Exécutions en Birmanie: le Japon va cesser d'entraîner des militaires birmans

Le Japon va cesser d'entraîner des militaires birmans, comme il le fait depuis 2015, en réponse aux récentes exécutions d'opposants politiques par la junte au pouvoir en Birmanie, a annoncé jeudi le ministère de la Défense.

En juillet, la junte, au pouvoir depuis le coup d'Etat il y a un an et demi, a fait exécuter quatre prisonniers, dont un ancien député appartenant au parti d'Aung San Suu Kyi et un militant pro-démocratie connu.

Ces exécutions sont les premières depuis des décennies en Birmanie. Des dizaines d'autres militants pro-démocratie ont également été condamnés à mort pour leur participation à la contestation contre le coup d'Etat.

Avant ces exécutions, le Japon avait appelé la junte à "mettre fin à la violence" et à "prendre des mesures concrètes pour restaurer la démocratie".

Face à l'absence totale de réformes et après ces exécutions, nous avons décidé "qu'il n'est pas approprié de maintenir notre coopération en matière de défense avec la Birmanie", a déclaré à l'AFP un responsable du ministère sous couvert d'anonymat.

Depuis 2015, le Japon recevait chaque année quelques élèves officiers birmans comme étudiants dans un programme de formation destiné, avait expliqué récemment devant le parlement japonais le ministre de la Défense Nobuo Kishi, à "leur apprendre comment fonctionne la démocratie et le pouvoir civil".

Il en reste actuellement 11 au Japon, qui seront autorisés à terminer leur formation, mais le programme sera ensuite suspendu.

Le Japon a depuis longtemps des relations avec les militaires birmans, et a longtemps été l'un des principaux fournisseurs d'aide à la Birmanie. Après le coup d'Etat, il a annoncé qu'il cesserait toute aide, sans aller toutefois jusqu'à imposer des sanctions à l'encontre de hauts responsables de l'armée ou de la police.

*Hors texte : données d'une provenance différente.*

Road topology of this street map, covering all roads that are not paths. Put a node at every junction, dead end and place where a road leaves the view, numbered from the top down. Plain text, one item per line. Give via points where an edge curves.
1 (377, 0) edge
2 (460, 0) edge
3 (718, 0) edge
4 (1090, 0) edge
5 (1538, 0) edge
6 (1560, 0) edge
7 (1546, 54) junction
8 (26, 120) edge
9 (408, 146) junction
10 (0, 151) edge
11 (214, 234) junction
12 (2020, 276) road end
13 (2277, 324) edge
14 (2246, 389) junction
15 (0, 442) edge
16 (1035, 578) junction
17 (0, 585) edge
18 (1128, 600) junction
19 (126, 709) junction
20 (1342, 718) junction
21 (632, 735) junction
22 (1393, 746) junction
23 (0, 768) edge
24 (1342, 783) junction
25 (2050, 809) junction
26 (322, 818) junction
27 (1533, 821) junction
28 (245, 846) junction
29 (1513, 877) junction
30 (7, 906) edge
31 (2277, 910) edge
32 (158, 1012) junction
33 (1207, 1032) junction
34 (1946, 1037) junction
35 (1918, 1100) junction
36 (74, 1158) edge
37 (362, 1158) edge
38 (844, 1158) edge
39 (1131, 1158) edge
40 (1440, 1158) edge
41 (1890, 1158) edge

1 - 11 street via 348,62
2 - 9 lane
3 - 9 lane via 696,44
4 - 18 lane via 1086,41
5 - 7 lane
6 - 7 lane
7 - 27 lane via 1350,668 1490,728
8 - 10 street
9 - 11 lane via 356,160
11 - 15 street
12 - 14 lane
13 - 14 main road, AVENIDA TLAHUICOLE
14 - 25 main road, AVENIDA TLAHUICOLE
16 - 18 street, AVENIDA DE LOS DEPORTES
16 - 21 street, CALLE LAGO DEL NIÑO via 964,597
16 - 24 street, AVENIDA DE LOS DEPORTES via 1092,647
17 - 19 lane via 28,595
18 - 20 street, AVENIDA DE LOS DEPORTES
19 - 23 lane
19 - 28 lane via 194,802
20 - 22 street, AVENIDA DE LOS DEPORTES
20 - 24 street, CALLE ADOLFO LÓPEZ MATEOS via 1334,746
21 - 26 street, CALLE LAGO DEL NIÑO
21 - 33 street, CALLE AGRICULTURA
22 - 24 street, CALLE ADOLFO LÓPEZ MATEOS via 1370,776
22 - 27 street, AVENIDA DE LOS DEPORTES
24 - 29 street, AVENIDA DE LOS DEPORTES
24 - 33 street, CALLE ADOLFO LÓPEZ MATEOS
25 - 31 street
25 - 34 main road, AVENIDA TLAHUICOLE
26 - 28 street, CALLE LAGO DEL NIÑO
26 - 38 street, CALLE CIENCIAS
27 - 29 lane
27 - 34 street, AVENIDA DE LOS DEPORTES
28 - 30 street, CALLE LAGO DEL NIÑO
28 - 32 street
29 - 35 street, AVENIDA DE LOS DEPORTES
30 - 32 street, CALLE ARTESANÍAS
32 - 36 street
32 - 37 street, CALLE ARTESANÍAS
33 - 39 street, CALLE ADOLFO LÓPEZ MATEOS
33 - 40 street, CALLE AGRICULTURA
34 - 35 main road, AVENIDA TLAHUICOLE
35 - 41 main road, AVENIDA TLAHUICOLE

Le fait que l'entraînement au Japon d'élèves officiers birmans n'ait pas été interrompu juste après le coup d'Etat avait été sévèrement critiqué par des organisations de défense des droits humains.

"Il est ahurissant de penser que le Japon continue à entraîner des militaires birmans alors même que l'armée est en train de commettre des crimes contre l'humanité envers son propre peuple", avait ainsi déclaré l'an dernier l'organisation Human Rights Watch.